Are hudud convictions in Saudi Arabia virtually impossible
to secure because they cannot be meted out if there is a 0.01% of doubt and are
hudud punishments few and rare, “one or two cases in 10 or more years”?
The facts points to a grim and gruesome contrary.
In its 2000 report, Amnesty International said it had
recorded 1,163 executions in Saudi Arabia between 1980 and December 1999.
The AI said: “The main reasons why so many people are
executed are the wide scope of the death penalty, the vague laws that are used
to impose it and the defective criminal justice system which allows courts to
impose such sentences with few procedural safeguards. The figures also indicate a rising trend in the use of the
death penalty. The average annual number of executions between 1980 and 1986 was
29. The average between 1987 and December 1999 was 73.”
The Human Rights Watch 2001 Report said that in the first
nine months of 2000, at least 104 Saudis and foreigners had been beheaded,
“exceeding in nine months the total of 103 that Amnesty International recorded
in 1999”.
The US State Department Human Rights Report 2002 on Saudi
Arabia states that the Saudi authorities acknowledged 81 executions during 2001.
Amnesty International recorded 90 judicial amputations in
Saudi Arabia between 1981 and December 1999, including at least five cases of
cross amputation (right hand and left foot), but it said the true number is
probably much higher. Such punitive
surgery are clearly contrary to international codes of medical ethics such as
the UN Principles of Medical Ethics and the World Medical Association’s
Declarations of Geneva (1948) and
Tokyo (1975), a modern equivalent of the Hippocratic Oath.
These grim understated statistics do not reinforce Hadi’s
contention that hudud laws could check crimes because they create the fear of
punishment or that it is very difficult for anyone to be punished under the
hudud laws as
prosecutions required 100 per cent proof against the offenders.
I am prepared to be proved wrong about the deplorable state
of human rights and the “justice system without justice” either by Hadi or
even by the Saudi Arabian Embassy in Malaysia.

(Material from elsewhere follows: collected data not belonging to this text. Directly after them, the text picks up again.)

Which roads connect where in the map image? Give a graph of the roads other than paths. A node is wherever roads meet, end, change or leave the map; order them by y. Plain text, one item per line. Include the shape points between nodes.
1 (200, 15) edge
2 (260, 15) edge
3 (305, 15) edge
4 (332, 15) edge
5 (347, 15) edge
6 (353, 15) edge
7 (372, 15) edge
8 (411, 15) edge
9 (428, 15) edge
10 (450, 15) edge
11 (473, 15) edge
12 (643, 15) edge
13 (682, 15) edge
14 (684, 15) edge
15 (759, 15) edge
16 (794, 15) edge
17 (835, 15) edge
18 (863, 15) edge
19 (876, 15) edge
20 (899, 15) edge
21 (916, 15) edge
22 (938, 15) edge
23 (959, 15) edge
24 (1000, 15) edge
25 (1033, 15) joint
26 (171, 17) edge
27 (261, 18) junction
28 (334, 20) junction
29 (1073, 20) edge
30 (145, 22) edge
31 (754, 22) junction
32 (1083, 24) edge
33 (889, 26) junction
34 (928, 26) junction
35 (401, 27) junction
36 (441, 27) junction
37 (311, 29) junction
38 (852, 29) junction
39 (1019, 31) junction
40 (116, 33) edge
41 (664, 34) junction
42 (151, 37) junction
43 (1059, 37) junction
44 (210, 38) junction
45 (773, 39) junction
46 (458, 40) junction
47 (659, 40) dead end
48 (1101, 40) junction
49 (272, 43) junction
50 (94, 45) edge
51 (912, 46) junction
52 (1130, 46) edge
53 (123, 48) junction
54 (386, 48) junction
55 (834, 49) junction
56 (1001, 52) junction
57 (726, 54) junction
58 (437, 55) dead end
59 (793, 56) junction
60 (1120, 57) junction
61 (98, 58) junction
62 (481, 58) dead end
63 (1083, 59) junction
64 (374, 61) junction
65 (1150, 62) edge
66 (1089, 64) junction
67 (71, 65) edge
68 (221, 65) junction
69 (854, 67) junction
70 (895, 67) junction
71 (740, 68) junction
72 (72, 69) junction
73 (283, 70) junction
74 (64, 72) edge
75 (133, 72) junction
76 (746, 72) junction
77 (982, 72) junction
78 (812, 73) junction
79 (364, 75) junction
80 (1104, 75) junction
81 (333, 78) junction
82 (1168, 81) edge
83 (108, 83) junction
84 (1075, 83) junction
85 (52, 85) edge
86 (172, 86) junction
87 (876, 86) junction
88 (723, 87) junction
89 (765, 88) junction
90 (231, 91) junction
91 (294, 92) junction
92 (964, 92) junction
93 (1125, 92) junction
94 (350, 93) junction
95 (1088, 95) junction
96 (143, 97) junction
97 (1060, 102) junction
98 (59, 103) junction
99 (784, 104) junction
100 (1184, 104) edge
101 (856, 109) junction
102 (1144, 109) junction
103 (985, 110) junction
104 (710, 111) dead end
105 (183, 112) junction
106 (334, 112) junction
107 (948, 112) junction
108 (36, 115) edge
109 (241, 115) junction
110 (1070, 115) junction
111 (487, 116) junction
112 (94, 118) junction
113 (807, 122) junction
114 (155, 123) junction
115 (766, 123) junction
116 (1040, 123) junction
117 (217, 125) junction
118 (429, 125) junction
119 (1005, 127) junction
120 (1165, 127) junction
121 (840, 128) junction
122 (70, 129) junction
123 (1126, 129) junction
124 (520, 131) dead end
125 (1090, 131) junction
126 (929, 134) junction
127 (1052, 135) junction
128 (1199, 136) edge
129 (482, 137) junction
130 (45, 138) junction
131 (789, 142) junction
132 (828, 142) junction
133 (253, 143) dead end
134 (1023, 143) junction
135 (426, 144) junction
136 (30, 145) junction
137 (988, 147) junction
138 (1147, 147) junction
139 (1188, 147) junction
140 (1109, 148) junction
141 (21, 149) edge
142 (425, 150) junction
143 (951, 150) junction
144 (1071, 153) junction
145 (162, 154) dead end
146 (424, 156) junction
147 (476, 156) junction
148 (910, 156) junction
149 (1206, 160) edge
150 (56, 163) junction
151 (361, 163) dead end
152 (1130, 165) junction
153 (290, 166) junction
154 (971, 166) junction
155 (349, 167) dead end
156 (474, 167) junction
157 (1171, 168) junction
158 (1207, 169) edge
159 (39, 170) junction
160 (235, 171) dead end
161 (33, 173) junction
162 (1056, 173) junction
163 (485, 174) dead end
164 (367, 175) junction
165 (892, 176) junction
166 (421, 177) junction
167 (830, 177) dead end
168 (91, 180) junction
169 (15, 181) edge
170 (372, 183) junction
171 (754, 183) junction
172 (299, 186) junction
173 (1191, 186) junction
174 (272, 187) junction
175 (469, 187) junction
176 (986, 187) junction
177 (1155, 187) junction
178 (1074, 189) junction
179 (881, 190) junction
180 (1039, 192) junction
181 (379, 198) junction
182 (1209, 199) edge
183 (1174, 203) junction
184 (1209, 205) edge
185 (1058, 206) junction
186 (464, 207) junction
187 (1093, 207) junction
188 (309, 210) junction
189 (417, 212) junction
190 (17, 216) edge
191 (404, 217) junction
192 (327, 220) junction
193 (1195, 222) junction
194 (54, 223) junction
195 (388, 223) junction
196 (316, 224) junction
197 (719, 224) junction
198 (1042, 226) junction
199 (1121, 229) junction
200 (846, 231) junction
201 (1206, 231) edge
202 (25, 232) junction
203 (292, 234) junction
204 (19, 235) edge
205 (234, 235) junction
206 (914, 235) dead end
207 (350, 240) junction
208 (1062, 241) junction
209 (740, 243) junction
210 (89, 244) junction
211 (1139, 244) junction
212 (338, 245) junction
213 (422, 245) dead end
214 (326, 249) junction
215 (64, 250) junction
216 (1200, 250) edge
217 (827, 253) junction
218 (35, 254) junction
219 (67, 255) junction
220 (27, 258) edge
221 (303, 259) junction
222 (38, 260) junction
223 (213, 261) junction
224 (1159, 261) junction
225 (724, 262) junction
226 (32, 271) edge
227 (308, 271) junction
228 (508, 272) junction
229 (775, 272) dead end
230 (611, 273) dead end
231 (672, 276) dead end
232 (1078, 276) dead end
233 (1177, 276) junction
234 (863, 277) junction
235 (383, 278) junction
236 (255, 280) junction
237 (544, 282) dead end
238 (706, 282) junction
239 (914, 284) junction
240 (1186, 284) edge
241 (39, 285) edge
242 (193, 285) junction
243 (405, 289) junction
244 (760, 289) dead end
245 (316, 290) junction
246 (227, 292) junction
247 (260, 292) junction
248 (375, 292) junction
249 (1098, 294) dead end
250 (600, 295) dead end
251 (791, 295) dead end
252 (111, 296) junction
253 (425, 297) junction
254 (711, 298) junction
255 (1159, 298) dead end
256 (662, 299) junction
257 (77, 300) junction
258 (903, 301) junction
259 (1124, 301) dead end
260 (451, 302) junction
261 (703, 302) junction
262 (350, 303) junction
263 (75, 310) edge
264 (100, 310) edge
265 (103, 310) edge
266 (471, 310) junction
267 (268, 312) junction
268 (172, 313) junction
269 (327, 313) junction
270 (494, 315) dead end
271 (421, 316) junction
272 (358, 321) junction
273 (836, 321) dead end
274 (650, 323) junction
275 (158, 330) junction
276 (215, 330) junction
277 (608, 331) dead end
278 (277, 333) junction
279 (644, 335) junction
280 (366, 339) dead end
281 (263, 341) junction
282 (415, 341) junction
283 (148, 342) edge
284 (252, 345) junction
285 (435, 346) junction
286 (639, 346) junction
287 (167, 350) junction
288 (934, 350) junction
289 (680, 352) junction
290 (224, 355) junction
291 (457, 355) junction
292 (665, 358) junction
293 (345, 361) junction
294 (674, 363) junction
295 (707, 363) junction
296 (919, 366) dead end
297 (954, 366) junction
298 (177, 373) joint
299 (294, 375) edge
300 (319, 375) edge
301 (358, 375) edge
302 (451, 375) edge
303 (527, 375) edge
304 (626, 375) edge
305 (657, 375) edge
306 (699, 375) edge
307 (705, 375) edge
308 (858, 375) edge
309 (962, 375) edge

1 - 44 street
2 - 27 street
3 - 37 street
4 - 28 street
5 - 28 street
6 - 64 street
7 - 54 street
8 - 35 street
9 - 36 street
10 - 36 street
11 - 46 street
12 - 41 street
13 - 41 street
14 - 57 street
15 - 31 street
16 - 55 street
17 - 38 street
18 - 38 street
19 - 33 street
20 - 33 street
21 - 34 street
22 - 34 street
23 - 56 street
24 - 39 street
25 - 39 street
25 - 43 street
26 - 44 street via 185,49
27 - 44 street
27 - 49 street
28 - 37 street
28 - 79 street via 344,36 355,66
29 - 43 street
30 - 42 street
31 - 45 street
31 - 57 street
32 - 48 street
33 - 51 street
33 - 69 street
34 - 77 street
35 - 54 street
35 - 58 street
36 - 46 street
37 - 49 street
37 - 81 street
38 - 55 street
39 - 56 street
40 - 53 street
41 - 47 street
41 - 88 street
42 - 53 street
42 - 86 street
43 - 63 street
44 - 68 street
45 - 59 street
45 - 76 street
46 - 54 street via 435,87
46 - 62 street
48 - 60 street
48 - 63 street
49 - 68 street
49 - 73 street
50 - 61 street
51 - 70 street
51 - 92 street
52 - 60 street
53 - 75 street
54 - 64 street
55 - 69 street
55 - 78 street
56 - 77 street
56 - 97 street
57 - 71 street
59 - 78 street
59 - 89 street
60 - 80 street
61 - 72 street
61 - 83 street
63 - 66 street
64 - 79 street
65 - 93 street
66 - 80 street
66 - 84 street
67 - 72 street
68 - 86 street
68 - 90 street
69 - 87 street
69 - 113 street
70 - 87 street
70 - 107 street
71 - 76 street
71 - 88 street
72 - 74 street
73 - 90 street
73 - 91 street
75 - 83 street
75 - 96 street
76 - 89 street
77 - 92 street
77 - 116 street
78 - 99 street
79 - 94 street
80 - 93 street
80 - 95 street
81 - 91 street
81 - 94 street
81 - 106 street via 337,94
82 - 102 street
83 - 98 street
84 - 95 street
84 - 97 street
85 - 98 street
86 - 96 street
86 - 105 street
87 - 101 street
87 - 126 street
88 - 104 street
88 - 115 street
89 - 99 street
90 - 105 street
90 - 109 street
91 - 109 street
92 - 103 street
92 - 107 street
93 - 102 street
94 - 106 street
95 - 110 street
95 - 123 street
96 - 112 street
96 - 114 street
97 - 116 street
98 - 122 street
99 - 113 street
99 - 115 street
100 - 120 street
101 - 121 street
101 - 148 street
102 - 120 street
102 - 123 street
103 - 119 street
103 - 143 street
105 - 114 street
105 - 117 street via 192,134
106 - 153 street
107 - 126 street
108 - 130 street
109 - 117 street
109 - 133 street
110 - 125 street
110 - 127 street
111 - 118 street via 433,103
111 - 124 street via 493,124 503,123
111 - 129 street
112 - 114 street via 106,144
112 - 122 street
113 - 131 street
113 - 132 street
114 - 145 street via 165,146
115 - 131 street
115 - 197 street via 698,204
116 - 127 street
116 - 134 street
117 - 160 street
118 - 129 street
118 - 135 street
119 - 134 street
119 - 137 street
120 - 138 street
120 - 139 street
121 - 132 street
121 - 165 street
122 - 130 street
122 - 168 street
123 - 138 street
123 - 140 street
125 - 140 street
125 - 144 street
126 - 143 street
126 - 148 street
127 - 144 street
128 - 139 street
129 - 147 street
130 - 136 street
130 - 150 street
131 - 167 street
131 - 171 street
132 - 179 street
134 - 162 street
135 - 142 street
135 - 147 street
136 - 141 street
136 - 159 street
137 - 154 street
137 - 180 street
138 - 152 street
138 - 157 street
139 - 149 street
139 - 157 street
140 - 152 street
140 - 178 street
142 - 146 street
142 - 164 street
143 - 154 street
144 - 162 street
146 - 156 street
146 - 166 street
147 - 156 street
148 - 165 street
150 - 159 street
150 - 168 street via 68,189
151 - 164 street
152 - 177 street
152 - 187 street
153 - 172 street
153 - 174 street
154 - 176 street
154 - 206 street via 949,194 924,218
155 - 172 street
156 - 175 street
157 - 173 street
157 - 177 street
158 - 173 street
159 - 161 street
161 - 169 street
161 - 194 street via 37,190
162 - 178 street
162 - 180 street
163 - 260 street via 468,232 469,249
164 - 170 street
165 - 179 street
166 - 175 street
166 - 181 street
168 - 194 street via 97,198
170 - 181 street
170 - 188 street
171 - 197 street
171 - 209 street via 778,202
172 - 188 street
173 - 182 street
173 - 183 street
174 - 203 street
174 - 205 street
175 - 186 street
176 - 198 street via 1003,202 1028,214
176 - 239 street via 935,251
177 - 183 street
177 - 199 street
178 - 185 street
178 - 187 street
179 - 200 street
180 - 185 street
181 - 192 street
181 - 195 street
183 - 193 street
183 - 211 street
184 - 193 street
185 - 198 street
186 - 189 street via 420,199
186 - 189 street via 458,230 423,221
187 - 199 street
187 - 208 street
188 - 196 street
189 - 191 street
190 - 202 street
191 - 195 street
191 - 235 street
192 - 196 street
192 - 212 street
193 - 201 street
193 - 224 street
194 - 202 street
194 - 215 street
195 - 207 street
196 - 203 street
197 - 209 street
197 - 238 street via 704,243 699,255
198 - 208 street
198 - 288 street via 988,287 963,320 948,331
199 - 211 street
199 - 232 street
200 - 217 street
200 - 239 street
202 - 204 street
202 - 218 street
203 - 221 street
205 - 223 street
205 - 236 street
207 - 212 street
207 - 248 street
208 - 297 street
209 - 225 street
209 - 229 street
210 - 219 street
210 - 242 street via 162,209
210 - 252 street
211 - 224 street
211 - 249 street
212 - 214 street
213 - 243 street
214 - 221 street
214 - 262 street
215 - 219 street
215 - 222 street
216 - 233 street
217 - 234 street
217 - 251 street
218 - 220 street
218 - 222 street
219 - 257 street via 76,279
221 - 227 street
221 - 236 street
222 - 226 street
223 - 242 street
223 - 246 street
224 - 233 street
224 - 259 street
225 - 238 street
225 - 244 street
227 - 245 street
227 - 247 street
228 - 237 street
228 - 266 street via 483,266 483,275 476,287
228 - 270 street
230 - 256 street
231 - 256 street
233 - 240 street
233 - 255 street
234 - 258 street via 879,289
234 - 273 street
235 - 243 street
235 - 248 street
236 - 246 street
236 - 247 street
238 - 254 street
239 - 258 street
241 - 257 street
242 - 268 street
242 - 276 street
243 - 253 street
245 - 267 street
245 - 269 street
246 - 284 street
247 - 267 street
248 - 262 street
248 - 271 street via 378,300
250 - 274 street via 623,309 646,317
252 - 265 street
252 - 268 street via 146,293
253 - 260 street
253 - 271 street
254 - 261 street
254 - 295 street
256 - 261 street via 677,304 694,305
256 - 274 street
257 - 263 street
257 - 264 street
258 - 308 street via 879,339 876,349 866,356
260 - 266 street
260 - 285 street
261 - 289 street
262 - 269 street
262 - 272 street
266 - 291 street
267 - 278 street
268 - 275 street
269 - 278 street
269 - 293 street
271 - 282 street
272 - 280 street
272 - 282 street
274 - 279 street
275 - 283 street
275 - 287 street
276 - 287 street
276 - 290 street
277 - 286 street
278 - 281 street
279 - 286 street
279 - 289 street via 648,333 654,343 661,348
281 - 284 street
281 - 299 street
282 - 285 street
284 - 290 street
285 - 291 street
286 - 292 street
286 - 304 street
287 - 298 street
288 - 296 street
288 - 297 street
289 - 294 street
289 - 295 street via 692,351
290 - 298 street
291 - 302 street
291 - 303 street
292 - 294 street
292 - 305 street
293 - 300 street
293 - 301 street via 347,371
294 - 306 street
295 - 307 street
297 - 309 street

By stating that the human rights and justice system in
Saudi Arabia is hundred times worse than that of Malaysia, I am in no way
defending or condoning the gross violations of human rights or abuses in the
justice system in Malaysia.
There must be no let up in the battle to restore justice, freedom, democracy and good governance in Malaysia, but Malaysians must not be led up the garden’s path to support a system or model which is hundred times worse than that currently prevailing in Malaysia.